HN Debrief

MiMo-v2.5-Pro-UltraSpeed: 1T model with 1000 tokens per second

  • AI
  • Developer Tools
  • Open Source
  • Infrastructure
  • Economics

Xiaomi says its new MiMo-v2.5-Pro-UltraSpeed mode pushes a roughly 1 trillion parameter mixture-of-experts coding model past 1,000 tokens per second, using a stack of software and model-side optimizations rather than exotic hardware. The post highlights FP4 quantization applied mainly to the experts, multi-token prediction, and its TileRT runtime. Pricing is only about 3x the regular tier, which is why the headline landed. Readers saw that as another sign that Chinese providers are forcing down both price and latency for models that are now close enough in quality for many coding tasks.

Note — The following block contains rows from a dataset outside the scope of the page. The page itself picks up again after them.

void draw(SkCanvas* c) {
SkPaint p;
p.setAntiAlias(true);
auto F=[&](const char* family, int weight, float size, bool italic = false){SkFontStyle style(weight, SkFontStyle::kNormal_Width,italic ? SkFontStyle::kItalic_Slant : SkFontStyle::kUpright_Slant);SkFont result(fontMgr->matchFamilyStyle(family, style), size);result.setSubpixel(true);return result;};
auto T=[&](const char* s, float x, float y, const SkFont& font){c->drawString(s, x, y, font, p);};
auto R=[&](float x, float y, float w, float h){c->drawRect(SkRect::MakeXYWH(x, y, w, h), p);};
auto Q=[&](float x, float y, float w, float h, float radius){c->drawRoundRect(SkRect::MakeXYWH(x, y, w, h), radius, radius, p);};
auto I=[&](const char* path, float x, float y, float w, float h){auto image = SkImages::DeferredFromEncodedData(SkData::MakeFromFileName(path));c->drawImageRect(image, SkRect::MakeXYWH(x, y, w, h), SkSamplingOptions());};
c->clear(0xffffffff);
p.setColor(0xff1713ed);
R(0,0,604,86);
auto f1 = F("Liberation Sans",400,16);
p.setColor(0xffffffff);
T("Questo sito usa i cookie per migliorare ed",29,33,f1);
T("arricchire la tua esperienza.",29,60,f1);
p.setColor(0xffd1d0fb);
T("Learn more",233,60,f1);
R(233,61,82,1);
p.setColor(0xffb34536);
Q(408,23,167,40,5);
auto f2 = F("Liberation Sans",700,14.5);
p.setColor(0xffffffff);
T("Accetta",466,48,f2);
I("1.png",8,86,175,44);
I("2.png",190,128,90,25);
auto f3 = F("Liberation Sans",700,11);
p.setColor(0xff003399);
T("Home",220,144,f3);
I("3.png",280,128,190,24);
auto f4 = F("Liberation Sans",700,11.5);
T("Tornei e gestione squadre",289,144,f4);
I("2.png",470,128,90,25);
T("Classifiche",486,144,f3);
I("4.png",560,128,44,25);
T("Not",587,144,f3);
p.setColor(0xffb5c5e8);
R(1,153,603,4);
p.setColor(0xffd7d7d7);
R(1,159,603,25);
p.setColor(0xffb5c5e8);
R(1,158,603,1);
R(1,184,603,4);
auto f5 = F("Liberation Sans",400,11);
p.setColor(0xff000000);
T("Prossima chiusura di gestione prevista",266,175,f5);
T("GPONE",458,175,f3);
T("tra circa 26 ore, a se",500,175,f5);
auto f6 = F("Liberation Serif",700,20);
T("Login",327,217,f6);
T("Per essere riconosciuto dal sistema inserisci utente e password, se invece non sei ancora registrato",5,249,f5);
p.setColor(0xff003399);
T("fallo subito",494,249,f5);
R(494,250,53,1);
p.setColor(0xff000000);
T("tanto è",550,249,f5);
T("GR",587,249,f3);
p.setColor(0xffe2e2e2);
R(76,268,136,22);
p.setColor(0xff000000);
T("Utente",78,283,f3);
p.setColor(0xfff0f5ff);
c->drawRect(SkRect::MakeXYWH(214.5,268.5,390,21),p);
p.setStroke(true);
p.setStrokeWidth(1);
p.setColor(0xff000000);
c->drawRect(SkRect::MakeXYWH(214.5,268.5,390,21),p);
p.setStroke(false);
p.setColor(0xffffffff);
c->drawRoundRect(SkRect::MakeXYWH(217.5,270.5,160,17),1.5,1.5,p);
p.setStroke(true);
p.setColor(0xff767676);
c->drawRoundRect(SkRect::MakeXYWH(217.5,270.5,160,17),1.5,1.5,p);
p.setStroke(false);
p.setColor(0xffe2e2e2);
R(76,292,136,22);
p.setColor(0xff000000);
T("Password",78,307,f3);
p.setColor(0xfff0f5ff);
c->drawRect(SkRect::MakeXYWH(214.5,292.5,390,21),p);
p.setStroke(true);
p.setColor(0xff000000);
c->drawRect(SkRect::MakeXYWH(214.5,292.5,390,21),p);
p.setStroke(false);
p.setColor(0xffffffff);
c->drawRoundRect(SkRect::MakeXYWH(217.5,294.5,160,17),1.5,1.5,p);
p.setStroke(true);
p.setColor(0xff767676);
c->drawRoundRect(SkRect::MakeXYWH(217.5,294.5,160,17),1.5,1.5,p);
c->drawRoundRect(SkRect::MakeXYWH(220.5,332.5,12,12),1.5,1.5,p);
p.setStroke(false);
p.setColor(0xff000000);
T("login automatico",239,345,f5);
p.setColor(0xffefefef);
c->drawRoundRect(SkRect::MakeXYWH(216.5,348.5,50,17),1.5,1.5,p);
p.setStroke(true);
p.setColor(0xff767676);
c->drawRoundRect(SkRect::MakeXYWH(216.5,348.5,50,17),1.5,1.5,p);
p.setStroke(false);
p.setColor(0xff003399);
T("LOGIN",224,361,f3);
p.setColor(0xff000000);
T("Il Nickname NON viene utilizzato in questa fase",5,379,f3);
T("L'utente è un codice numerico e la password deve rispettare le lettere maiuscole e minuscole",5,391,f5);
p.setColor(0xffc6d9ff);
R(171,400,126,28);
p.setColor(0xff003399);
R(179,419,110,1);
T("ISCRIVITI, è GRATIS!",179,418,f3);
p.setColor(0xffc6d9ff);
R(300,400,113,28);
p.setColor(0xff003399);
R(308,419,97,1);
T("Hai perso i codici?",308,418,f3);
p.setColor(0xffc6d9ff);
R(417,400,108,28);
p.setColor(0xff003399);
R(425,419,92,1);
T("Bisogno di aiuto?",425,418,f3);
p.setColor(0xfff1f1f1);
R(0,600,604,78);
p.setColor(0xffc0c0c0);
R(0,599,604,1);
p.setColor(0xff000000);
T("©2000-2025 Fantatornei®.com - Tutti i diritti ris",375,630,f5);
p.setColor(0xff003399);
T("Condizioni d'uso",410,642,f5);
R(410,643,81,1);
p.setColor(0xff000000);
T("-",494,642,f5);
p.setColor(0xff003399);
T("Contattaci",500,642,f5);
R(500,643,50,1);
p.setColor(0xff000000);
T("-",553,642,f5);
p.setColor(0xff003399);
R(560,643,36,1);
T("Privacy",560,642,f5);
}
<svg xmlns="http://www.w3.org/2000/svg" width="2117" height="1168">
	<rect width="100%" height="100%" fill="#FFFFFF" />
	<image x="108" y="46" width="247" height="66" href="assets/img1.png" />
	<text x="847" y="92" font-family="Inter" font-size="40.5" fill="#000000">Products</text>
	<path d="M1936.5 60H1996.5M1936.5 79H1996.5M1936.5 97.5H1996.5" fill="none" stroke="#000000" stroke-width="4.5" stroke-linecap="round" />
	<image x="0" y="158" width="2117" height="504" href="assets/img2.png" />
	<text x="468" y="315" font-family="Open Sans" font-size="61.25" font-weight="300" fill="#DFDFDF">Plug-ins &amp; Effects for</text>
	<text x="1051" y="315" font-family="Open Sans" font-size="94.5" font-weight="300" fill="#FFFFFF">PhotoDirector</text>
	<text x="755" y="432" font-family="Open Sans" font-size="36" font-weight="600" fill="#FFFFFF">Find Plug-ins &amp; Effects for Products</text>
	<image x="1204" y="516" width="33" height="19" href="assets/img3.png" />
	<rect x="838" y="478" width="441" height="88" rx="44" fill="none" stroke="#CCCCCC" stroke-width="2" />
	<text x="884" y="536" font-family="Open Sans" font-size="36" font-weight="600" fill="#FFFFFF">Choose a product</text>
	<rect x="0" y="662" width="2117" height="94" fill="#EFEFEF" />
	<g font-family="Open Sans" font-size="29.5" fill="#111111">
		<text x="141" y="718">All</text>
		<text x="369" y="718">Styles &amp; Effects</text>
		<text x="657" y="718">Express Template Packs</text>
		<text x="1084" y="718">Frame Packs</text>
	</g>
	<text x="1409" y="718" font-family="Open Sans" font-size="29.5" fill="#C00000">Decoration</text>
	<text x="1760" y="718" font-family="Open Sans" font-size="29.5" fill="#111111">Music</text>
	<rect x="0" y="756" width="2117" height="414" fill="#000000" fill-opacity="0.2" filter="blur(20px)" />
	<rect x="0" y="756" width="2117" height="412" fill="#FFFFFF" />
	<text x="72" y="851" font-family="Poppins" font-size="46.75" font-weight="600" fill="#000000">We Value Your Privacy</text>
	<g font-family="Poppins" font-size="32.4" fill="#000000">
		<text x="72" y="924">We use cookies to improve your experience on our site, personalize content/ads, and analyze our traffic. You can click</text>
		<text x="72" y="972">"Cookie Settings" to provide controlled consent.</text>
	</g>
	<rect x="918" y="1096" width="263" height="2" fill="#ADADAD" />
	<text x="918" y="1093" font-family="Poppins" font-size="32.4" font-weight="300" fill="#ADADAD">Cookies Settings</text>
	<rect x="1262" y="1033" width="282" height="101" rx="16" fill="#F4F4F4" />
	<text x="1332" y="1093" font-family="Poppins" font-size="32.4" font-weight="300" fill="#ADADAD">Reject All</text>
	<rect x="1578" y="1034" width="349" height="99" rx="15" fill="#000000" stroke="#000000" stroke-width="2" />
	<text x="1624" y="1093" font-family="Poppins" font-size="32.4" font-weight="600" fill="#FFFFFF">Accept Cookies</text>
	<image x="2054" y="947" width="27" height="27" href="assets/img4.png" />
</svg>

If you build agent workflows, start measuring end-to-end cycle time instead of model speed alone. Faster inference is now good enough to change UX and orchestration, but the next bottlenecks are test latency, review, and the cost of verifying much more output.

Discussion mood

Mostly excited, with a practical edge. People liked the prospect of near-instant coding and voice workflows, but the enthusiasm was tempered by two recurring concerns: model speed is not the real bottleneck in many software loops, and faster generation just shifts the pain to verification, review, and costs.

Key insights

  1. 01

    Fast inference shifts pain to build loops

    Once the model is quick enough to feel interactive, the waiting moves to compiles, CI, tests, MCP calls, and other external tooling. That changes what to optimize next. Teams that want the benefit of ultrafast models need to treat build and test latency as first-class product work, not background annoyance.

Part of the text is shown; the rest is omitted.